One
thing that the world never seems to have enough of is economic
knowledge. The other day, John Oliver produced yet another segment on
his show that was full of heart and low on gray matter.
(I
know. A third post about John Oliver? At some point, I might have to
pay him royalties.)
In
this segment, John Oliver took aim at some of America's biggest
retail clothing stores and put them to task for continuing to use
sweatshop child labor in third world nations.
One
of the clips that Oliver used in this video was a news clip from the
BBC that was taken in 2000. At the time, it was discovered that some
of Gap's clothes were manufactured in a sweatshop in Cambodia, which
employed underage children. Specifically, the video shows two young
girls who were twelve and fourteen years old at the time. They had
lied about their age to work at the sweatshop factory.
Gap
announced its plans to enhance its age verification requirements
after the BBC aired that discovery. Oliver gives them a backhanded
compliment but then the video moves on to show how despite those
promises, Gap and other retailers are still continuing to employ
child labor throughout the world.
Well,
so fucking what?
It's
incredibly easy to get on a high horse and start moralizing. Any
idiot can do that. And many idiots do. But what Oliver fails to do,
yet again, is to ask the more pertinent questions. Case in point, why
would a twelve-year-old Cambodian girl lie about her age to work in a
sweatshop?

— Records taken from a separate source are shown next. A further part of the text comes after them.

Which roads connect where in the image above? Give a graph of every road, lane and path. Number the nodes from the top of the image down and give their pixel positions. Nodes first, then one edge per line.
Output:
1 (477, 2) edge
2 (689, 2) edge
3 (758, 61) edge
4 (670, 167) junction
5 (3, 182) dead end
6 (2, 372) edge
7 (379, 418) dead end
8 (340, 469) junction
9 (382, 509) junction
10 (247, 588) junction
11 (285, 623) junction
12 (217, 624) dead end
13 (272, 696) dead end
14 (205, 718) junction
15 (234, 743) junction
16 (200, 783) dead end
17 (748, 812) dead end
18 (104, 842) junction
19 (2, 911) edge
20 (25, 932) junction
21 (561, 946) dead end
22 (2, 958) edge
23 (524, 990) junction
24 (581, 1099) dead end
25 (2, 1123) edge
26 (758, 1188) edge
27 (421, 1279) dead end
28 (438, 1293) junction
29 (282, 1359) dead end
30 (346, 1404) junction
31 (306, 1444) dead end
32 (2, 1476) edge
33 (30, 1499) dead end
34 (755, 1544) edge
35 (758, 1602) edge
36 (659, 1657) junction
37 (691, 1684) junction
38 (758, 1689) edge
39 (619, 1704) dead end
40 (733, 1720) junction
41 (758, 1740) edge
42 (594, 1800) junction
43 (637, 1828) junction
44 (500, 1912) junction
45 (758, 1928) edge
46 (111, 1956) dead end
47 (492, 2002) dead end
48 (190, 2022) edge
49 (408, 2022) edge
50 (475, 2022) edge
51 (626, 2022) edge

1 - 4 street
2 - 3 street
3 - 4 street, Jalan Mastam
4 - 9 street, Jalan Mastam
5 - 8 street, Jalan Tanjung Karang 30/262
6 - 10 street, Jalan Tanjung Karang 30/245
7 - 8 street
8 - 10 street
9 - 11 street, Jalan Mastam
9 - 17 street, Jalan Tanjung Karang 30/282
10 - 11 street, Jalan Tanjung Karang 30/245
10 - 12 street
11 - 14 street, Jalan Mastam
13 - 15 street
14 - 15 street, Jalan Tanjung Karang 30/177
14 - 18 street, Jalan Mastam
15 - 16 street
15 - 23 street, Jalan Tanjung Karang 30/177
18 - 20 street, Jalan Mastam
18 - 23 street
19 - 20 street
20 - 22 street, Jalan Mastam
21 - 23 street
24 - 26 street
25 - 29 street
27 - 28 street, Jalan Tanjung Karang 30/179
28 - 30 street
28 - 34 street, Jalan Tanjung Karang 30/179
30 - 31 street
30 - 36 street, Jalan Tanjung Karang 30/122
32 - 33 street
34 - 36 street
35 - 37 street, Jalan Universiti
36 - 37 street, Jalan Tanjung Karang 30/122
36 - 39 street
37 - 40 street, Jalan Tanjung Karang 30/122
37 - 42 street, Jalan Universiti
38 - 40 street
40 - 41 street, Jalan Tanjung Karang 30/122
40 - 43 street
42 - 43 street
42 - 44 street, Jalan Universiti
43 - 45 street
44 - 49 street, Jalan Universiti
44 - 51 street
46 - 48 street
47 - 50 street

Could it be that working at a
Gap-owned sweatshop is preferable to the alternative?
In
a country that is as poor as Cambodia (the country's GDP per capita
is a
little over US$1000), childhood, which is very much taken for
granted in affluent societies, is a luxury that very few can afford.
So, Cambodian children have to work.
If
they can't work at Gap-owned or any other clothing apparel-owned
sweatshop, a practice that Oliver seems to want to see ended, Cambodian children
do have other alternative types of employment to choose from.
For
instance, another alternative source of employment that Cambodian
children can look forward to is prostitution (see here,
here,
and here). Of course, prostitution is not the only kind of employment they can pursue.
There is also begging (see here,
here,
and here).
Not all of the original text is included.